Task directions: Reproduce the entries. Each one must match the original exactly.

Stored data entries:
=-=-=-=-=
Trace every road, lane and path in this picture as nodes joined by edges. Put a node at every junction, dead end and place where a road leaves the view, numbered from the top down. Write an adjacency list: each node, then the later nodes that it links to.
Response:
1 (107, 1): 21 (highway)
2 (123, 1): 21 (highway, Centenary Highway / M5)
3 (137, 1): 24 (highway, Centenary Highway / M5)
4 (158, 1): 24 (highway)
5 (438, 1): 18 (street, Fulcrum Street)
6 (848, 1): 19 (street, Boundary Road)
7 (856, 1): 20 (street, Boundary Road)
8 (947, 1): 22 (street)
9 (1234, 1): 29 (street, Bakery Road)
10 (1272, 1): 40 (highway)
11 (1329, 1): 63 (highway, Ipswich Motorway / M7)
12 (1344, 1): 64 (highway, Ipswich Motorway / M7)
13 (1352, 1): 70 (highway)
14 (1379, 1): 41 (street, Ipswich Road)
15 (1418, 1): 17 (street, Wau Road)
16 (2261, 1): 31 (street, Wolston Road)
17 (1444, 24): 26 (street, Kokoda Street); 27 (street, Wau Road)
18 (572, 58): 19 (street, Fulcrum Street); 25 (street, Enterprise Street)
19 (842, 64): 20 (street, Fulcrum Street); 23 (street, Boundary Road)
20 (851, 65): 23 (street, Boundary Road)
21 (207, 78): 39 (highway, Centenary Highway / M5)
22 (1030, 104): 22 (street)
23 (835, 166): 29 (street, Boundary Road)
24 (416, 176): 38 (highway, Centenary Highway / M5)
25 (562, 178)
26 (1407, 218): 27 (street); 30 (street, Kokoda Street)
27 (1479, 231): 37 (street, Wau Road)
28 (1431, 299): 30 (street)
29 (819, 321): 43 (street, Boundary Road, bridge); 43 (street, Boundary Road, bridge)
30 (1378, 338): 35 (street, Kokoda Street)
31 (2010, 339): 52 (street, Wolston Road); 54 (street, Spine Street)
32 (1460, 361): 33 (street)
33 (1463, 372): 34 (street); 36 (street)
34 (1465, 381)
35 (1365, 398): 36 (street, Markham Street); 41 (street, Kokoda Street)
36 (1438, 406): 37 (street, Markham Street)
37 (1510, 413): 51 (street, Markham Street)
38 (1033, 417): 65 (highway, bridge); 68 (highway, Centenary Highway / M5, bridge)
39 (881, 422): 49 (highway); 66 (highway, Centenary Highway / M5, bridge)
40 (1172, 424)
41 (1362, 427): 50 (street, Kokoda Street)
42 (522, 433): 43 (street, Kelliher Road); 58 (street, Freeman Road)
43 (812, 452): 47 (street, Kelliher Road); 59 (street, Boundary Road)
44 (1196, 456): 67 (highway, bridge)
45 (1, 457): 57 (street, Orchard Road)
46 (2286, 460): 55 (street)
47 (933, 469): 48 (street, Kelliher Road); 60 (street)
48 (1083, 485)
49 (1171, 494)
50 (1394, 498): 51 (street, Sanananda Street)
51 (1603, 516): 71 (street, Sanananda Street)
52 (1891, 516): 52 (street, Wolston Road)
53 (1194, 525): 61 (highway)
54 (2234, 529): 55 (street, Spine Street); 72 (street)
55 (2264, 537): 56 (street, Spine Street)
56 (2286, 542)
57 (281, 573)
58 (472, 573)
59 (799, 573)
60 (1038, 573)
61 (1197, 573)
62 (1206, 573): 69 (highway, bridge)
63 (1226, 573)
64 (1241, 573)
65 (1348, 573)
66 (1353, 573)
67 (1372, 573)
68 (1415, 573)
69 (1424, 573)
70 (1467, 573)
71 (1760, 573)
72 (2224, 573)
=-=-=-=-=
Answer space:
Trace every road, lane and path in this picture as nodes joined by edges. Put a node at every junction, dead end and place where a road leaves the view, numbered from the top down. Write an adjacency list: each node, then the later nodes that it links to.
Response:
1 (107, 1): 21 (highway)
2 (123, 1): 21 (highway, Centenary Highway / M5)
3 (137, 1): 24 (highway, Centenary Highway / M5)
4 (158, 1): 24 (highway)
5 (438, 1): 18 (street, Fulcrum Street)
6 (848, 1): 19 (street, Boundary Road)
7 (856, 1): 20 (street, Boundary Road)
8 (947, 1): 22 (street)
9 (1234, 1): 29 (street, Bakery Road)
10 (1272, 1): 40 (highway)
11 (1329, 1): 63 (highway, Ipswich Motorway / M7)
12 (1344, 1): 64 (highway, Ipswich Motorway / M7)
13 (1352, 1): 70 (highway)
14 (1379, 1): 41 (street, Ipswich Road)
15 (1418, 1): 17 (street, Wau Road)
16 (2261, 1): 31 (street, Wolston Road)
17 (1444, 24): 26 (street, Kokoda Street); 27 (street, Wau Road)
18 (572, 58): 19 (street, Fulcrum Street); 25 (street, Enterprise Street)
19 (842, 64): 20 (street, Fulcrum Street); 23 (street, Boundary Road)
20 (851, 65): 23 (street, Boundary Road)
21 (207, 78): 39 (highway, Centenary Highway / M5)
22 (1030, 104): 22 (street)
23 (835, 166): 29 (street, Boundary Road)
24 (416, 176): 38 (highway, Centenary Highway / M5)
25 (562, 178)
26 (1407, 218): 27 (street); 30 (street, Kokoda Street)
27 (1479, 231): 37 (street, Wau Road)
28 (1431, 299): 30 (street)
29 (819, 321): 43 (street, Boundary Road, bridge); 43 (street, Boundary Road, bridge)
30 (1378, 338): 35 (street, Kokoda Street)
31 (2010, 339): 52 (street, Wolston Road); 54 (street, Spine Street)
32 (1460, 361): 33 (street)
33 (1463, 372): 34 (street); 36 (street)
34 (1465, 381)
35 (1365, 398): 36 (street, Markham Street); 41 (street, Kokoda Street)
36 (1438, 406): 37 (street, Markham Street)
37 (1510, 413): 51 (street, Markham Street)
38 (1033, 417): 65 (highway, bridge); 68 (highway, Centenary Highway / M5, bridge)
39 (881, 422): 49 (highway); 66 (highway, Centenary Highway / M5, bridge)
40 (1172, 424)
41 (1362, 427): 50 (street, Kokoda Street)
42 (522, 433): 43 (street, Kelliher Road); 58 (street, Freeman Road)
43 (812, 452): 47 (street, Kelliher Road); 59 (street, Boundary Road)
44 (1196, 456): 67 (highway, bridge)
45 (1, 457): 57 (street, Orchard Road)
46 (2286, 460): 55 (street)
47 (933, 469): 48 (street, Kelliher Road); 60 (street)
48 (1083, 485)
49 (1171, 494)
50 (1394, 498): 51 (street, Sanananda Street)
51 (1603, 516): 71 (street, Sanananda Street)
52 (1891, 516): 52 (street, Wolston Road)
53 (1194, 525): 61 (highway)
54 (2234, 529): 55 (street, Spine Street); 72 (street)
55 (2264, 537): 56 (street, Spine Street)
56 (2286, 542)
57 (281, 573)
58 (472, 573)
59 (799, 573)
60 (1038, 573)
61 (1197, 573)
62 (1206, 573): 69 (highway, bridge)
63 (1226, 573)
64 (1241, 573)
65 (1348, 573)
66 (1353, 573)
67 (1372, 573)
68 (1415, 573)
69 (1424, 573)
70 (1467, 573)
71 (1760, 573)
72 (2224, 573)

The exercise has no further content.